EXERCISE REQUIREMENTS:
Nothing in the records should be changed in the copy, though the pictures must be left out.
(RECORDS SHOWN begins)
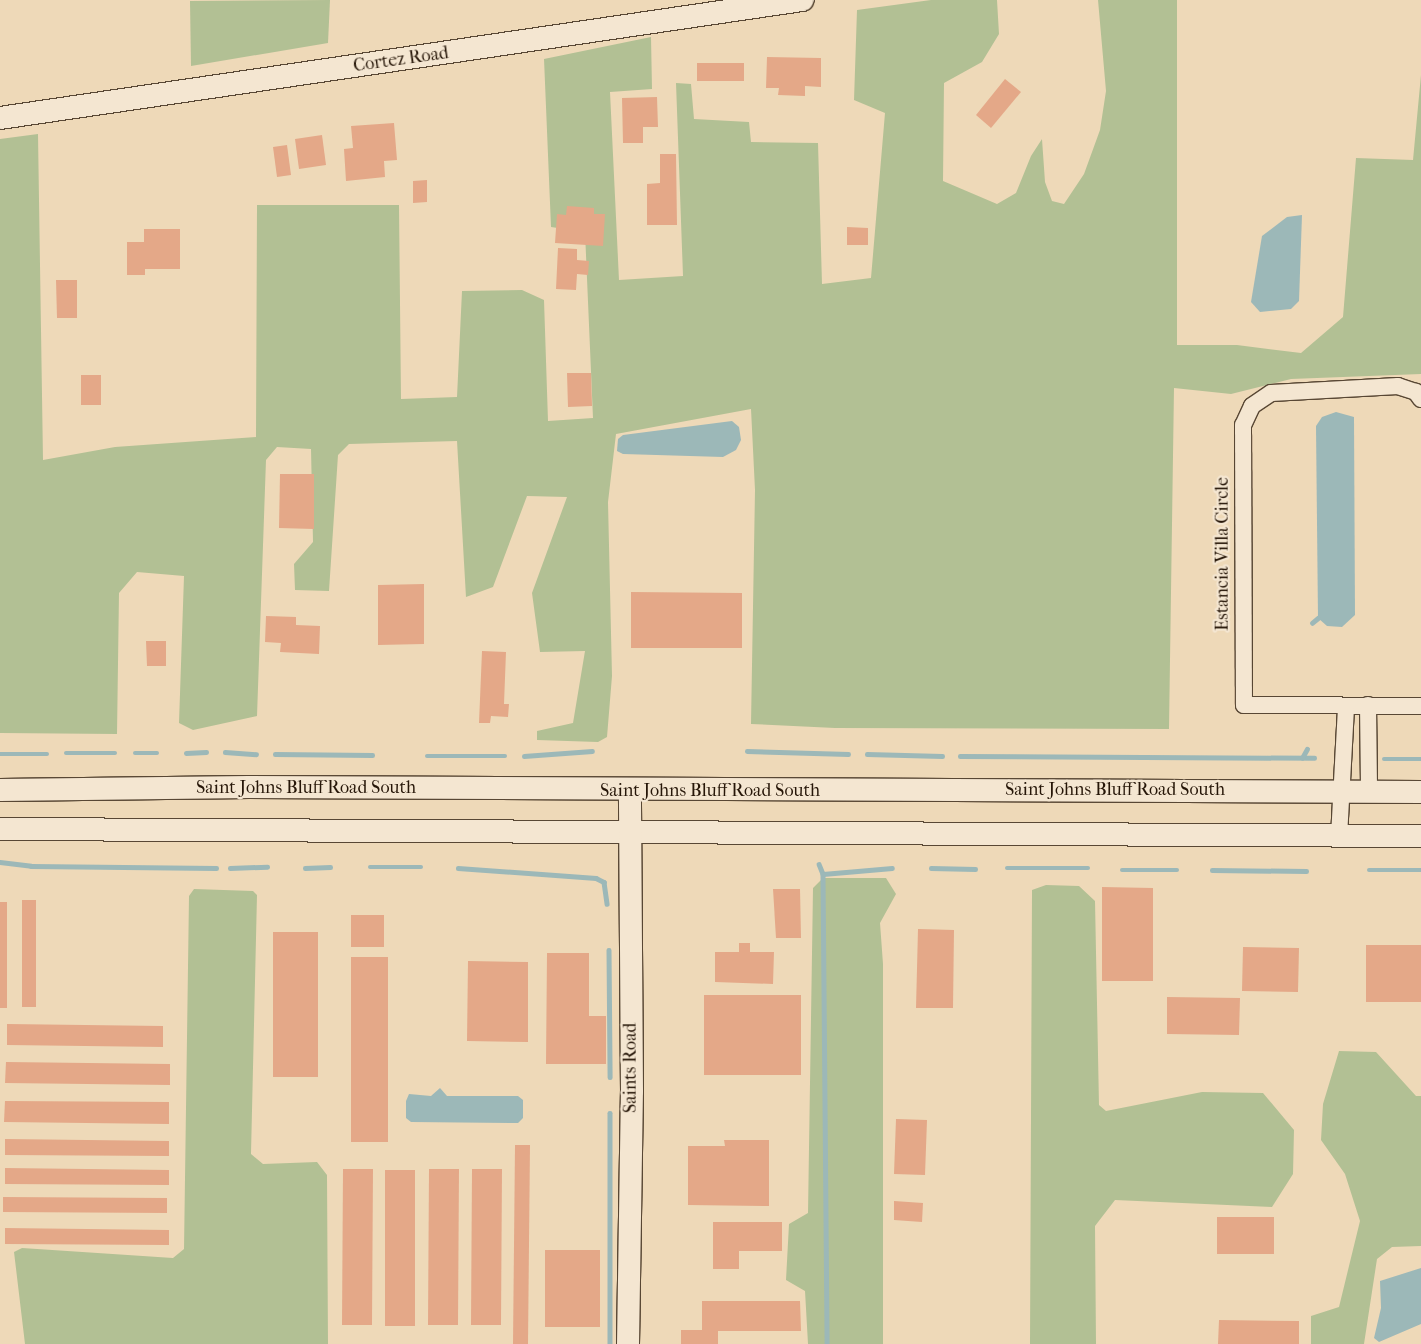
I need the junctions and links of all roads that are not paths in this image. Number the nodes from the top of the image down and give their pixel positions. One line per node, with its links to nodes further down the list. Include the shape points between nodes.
1 (802, 0): 2 (main road, Cortez Road)
2 (0, 118)
3 (1421, 398): 4 (street, Estancia Villa Circle, via 1416,392 1398,386 1271,393 1252,406 1243,425 1244,705)
4 (1346, 706): 5 (street, Estancia Villa Circle); 9 (street)
5 (1368, 706): 6 (street, Estancia Villa Circle); 10 (street)
6 (1421, 706)
7 (0, 790): 8 (main road, Saint Johns Bluff Road South, via 249,787)
8 (630, 791): 9 (main road, Saint Johns Bluff Road South); 13 (main road, Saints Road)
9 (1341, 792): 10 (main road, Saint Johns Bluff Road South); 15 (street)
10 (1369, 792): 11 (main road, Saint Johns Bluff Road South)
11 (1421, 792)
12 (0, 829): 13 (main road)
13 (630, 834): 15 (main road); 16 (main road, Saints Road, via 632,1091)
14 (1421, 836): 15 (main road)
15 (1339, 837)
16 (628, 1344)

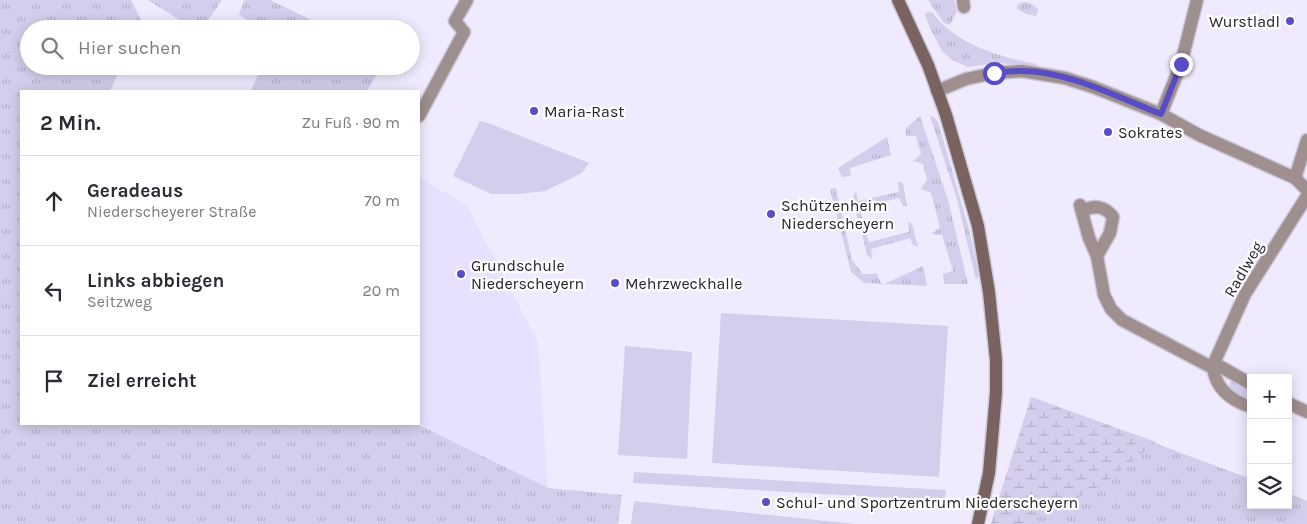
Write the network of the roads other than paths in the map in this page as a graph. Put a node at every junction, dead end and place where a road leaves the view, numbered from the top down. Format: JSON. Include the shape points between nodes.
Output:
{"nodes":[{"id":1,"x":467,"y":0,"type":"edge"},
{"id":2,"x":898,"y":0,"type":"edge"},
{"id":3,"x":1197,"y":0,"type":"edge"},
{"id":4,"x":937,"y":91,"type":"junction"},
{"id":5,"x":420,"y":114,"type":"edge"},
{"id":6,"x":1161,"y":114,"type":"junction"},
{"id":7,"x":1307,"y":140,"type":"edge"},
{"id":8,"x":1295,"y":178,"type":"junction"},
{"id":9,"x":1307,"y":190,"type":"edge"},
{"id":10,"x":1307,"y":196,"type":"edge"},
{"id":11,"x":1096,"y":256,"type":"junction"},
{"id":12,"x":1214,"y":365,"type":"junction"},
{"id":13,"x":1247,"y":382,"type":"edge"},
{"id":14,"x":1247,"y":405,"type":"edge"},
{"id":15,"x":1292,"y":405,"type":"edge"},
{"id":16,"x":1307,"y":412,"type":"edge"},
{"id":17,"x":978,"y":524,"type":"edge"}],
"edges":[{"from":1,"to":5,"type":"street","via":[[455,21],[464,32]]},
{"from":2,"to":4,"type":"main road"},
{"from":3,"to":6,"type":"street","via":[[1181,64]]},
{"from":4,"to":6,"type":"street","via":[[979,76],[1035,72],[1093,87]]},
{"from":4,"to":17,"type":"main road","via":[[978,226],[996,360],[989,473]]},
{"from":6,"to":8,"type":"street"},
{"from":7,"to":8,"type":"street"},
{"from":8,"to":9,"type":"street"},
{"from":10,"to":12,"type":"street","name":"Radlweg","via":[[1245,294]]},
{"from":11,"to":11,"type":"street","via":[[1089,238],[1081,208],[1098,207],[1109,211],[1113,218],[1110,233]]},
{"from":11,"to":12,"type":"street","via":[[1104,296],[1122,320]]},
{"from":12,"to":13,"type":"street"},
{"from":12,"to":14,"type":"street","via":[[1216,378],[1225,392]]},
{"from":15,"to":16,"type":"street"}]}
(RECORDS SHOWN ends)
TASK RESULT:
I need the junctions and links of all roads that are not paths in this image. Number the nodes from the top of the image down and give their pixel positions. One line per node, with its links to nodes further down the list. Include the shape points between nodes.
1 (802, 0): 2 (main road, Cortez Road)
2 (0, 118)
3 (1421, 398): 4 (street, Estancia Villa Circle, via 1416,392 1398,386 1271,393 1252,406 1243,425 1244,705)
4 (1346, 706): 5 (street, Estancia Villa Circle); 9 (street)
5 (1368, 706): 6 (street, Estancia Villa Circle); 10 (street)
6 (1421, 706)
7 (0, 790): 8 (main road, Saint Johns Bluff Road South, via 249,787)
8 (630, 791): 9 (main road, Saint Johns Bluff Road South); 13 (main road, Saints Road)
9 (1341, 792): 10 (main road, Saint Johns Bluff Road South); 15 (street)
10 (1369, 792): 11 (main road, Saint Johns Bluff Road South)
11 (1421, 792)
12 (0, 829): 13 (main road)
13 (630, 834): 15 (main road); 16 (main road, Saints Road, via 632,1091)
14 (1421, 836): 15 (main road)
15 (1339, 837)
16 (628, 1344)

Write the network of the roads other than paths in the map in this page as a graph. Put a node at every junction, dead end and place where a road leaves the view, numbered from the top down. Format: JSON. Include the shape points between nodes.
Output:
{"nodes":[{"id":1,"x":467,"y":0,"type":"edge"},
{"id":2,"x":898,"y":0,"type":"edge"},
{"id":3,"x":1197,"y":0,"type":"edge"},
{"id":4,"x":937,"y":91,"type":"junction"},
{"id":5,"x":420,"y":114,"type":"edge"},
{"id":6,"x":1161,"y":114,"type":"junction"},
{"id":7,"x":1307,"y":140,"type":"edge"},
{"id":8,"x":1295,"y":178,"type":"junction"},
{"id":9,"x":1307,"y":190,"type":"edge"},
{"id":10,"x":1307,"y":196,"type":"edge"},
{"id":11,"x":1096,"y":256,"type":"junction"},
{"id":12,"x":1214,"y":365,"type":"junction"},
{"id":13,"x":1247,"y":382,"type":"edge"},
{"id":14,"x":1247,"y":405,"type":"edge"},
{"id":15,"x":1292,"y":405,"type":"edge"},
{"id":16,"x":1307,"y":412,"type":"edge"},
{"id":17,"x":978,"y":524,"type":"edge"}],
"edges":[{"from":1,"to":5,"type":"street","via":[[455,21],[464,32]]},
{"from":2,"to":4,"type":"main road"},
{"from":3,"to":6,"type":"street","via":[[1181,64]]},
{"from":4,"to":6,"type":"street","via":[[979,76],[1035,72],[1093,87]]},
{"from":4,"to":17,"type":"main road","via":[[978,226],[996,360],[989,473]]},
{"from":6,"to":8,"type":"street"},
{"from":7,"to":8,"type":"street"},
{"from":8,"to":9,"type":"street"},
{"from":10,"to":12,"type":"street","name":"Radlweg","via":[[1245,294]]},
{"from":11,"to":11,"type":"street","via":[[1089,238],[1081,208],[1098,207],[1109,211],[1113,218],[1110,233]]},
{"from":11,"to":12,"type":"street","via":[[1104,296],[1122,320]]},
{"from":12,"to":13,"type":"street"},
{"from":12,"to":14,"type":"street","via":[[1216,378],[1225,392]]},
{"from":15,"to":16,"type":"street"}]}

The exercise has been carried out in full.